### Collected data
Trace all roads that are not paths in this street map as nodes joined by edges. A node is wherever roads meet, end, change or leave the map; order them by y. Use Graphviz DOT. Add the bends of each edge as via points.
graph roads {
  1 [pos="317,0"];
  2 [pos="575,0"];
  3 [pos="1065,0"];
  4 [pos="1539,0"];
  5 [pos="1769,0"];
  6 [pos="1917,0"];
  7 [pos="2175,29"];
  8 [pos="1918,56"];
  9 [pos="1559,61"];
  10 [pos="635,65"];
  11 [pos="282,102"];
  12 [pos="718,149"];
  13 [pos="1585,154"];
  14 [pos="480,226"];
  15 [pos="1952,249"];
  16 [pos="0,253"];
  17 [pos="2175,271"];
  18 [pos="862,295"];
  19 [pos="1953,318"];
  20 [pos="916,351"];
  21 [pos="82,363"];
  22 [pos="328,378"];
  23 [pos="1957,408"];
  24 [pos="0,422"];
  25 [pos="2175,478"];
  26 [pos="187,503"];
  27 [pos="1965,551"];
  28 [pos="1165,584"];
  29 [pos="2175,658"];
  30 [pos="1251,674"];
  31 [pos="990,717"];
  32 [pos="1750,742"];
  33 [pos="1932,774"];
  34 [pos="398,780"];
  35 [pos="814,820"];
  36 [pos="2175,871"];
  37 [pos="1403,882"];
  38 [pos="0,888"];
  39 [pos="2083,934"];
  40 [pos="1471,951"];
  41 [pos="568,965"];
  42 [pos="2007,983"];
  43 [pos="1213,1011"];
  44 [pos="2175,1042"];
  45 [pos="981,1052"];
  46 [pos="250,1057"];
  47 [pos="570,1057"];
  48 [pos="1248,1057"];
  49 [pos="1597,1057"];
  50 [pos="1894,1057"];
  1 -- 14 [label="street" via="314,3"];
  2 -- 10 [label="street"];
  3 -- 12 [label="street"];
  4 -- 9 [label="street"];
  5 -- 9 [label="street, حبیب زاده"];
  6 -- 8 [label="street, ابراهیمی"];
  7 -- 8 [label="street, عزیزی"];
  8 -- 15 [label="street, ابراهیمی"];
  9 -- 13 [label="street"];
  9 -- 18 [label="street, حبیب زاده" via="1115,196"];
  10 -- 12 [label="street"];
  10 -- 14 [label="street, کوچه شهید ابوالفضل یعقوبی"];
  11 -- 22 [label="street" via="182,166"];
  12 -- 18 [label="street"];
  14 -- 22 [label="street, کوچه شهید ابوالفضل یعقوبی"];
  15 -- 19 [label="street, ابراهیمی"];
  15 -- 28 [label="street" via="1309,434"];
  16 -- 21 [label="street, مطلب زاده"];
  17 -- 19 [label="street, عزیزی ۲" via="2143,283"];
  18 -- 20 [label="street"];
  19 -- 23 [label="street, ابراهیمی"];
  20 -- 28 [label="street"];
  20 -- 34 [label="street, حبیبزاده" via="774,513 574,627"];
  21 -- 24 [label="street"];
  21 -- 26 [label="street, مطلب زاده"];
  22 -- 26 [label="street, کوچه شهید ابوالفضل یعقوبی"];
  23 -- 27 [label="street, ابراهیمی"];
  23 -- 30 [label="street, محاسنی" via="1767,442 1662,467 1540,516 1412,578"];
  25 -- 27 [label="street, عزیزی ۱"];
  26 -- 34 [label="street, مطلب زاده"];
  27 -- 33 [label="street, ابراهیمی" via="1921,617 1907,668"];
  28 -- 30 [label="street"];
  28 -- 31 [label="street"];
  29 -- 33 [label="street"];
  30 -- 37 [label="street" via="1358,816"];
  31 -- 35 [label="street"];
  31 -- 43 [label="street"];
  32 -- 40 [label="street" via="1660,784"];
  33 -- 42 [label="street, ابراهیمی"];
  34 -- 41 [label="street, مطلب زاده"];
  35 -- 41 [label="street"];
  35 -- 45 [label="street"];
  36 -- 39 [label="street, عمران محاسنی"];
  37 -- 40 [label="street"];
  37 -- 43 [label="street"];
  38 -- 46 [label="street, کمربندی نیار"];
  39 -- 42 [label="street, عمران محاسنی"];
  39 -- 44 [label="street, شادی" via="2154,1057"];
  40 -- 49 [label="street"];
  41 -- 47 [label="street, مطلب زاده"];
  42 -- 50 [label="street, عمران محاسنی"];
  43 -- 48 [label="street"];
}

### TASK TO COMPLETE
Look through the records and copy every line that has the word "عمران".

### RESPONSE TO THE TASK
  36 -- 39 [label="street, عمران محاسنی"];
  39 -- 42 [label="street, عمران محاسنی"];
  42 -- 50 [label="street, عمران محاسنی"];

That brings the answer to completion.